Э.Ф.: А если не достанет? Как мы тогда будем выглядеть?

Р.Ф.: Как люди, которых нельзя так просто кинуть.

Э.Ф.: Но денег-то мы все равно не получим. А что, если мы предоставим ему последний шанс — скажем, отсрочку на неделю, после которой он обязан будет вернуть долг? Неделя, в течение которой проценты не засчитываются? Мы...

Р.Ф.: ...подадим прекрасный пример всем остальным должникам.

Э.Ф.: Мы говорим о пятидесяти кусках, Руди. Не так-то просто...

Р.Ф.: Еще мы говорим о принципе.

Э.Ф.: Согласен. Но если у человека нет денег, он не может...

Р.Ф.: У него нет денег, потому что он ставит взятые у нас деньги на этих чертовых пони.

Э.Ф.: Даже если дело именно так и обстоит...

Р.Ф.: Кроме того, занимал он только двадцать. Если бы он вернул долг вовремя, ему не пришлось бы платить так много.

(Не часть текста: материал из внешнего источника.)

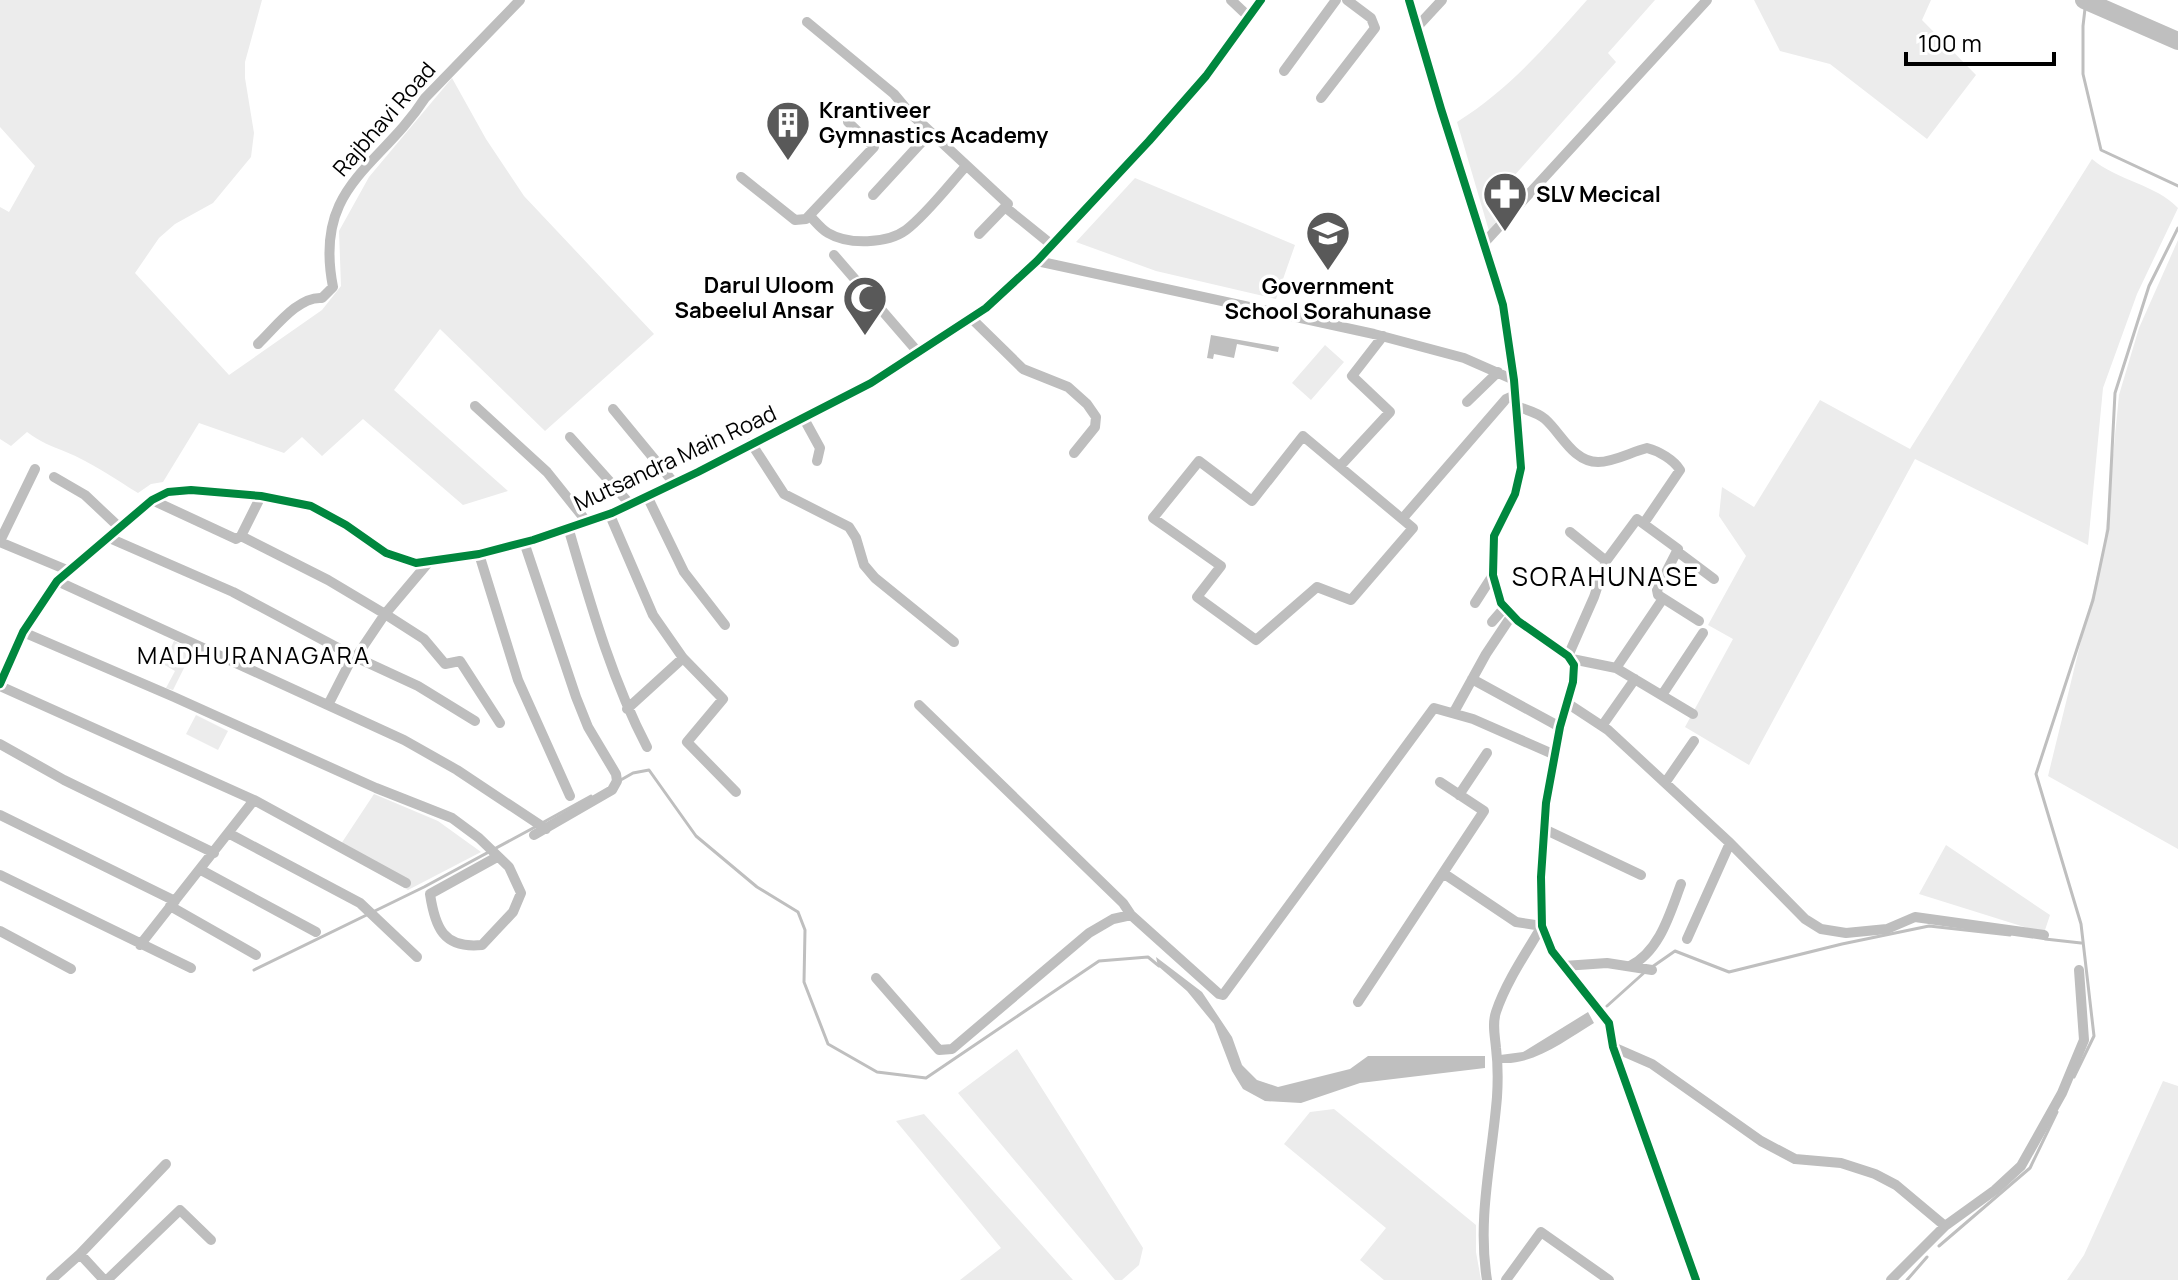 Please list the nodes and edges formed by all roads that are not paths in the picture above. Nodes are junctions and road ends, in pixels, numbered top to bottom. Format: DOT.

Э.Ф.: Поговори с ним, хорошо? Скажи, что твой брат, исключительно по доброте душевной, дает ему еще неделю отсрочки. Еще скажи, что по истечении недели я уже не смогу сдерживать тех животных, которые работают на меня.

Р.Ф.: (Смеясь.) Ужасные звери, да.

И так далее, и тому подобное. Обычные разговоры людей, стоящих у руля огромной деловой империи, порой перемежающиеся чисто бытовыми вопросами, возникающими даже у сверхзанятых бизнесменов.

Э.Ф.: Пети, а ты что скажешь?

П.Б.: По-моему, следует сделать какой-нибудь подарок. Но скромный.

Э.Ф.: Насколько скромный?

П.Б.: Три листа, не более.

Э.Ф.: Не слишком ли мало на крестины? Сколько мы истратили на Джаннино, когда крестили его ребенка?

П.Б.: Можно посмотреть.

Э.Ф.: Посмотри, пожалуйста. И пошли Даниелли столько же. Если он узнает, что ребенку Джаннино мы послали более дорогой подарок, он может обидеться.

Р.Ф.: Тупоголовый макаронник.

Э.Ф.: Кстати, кто у него? Мальчик или девочка?

П.Б.: Девочка.

Д.Л.: Если она пойдет в Терри, вот будет красавица.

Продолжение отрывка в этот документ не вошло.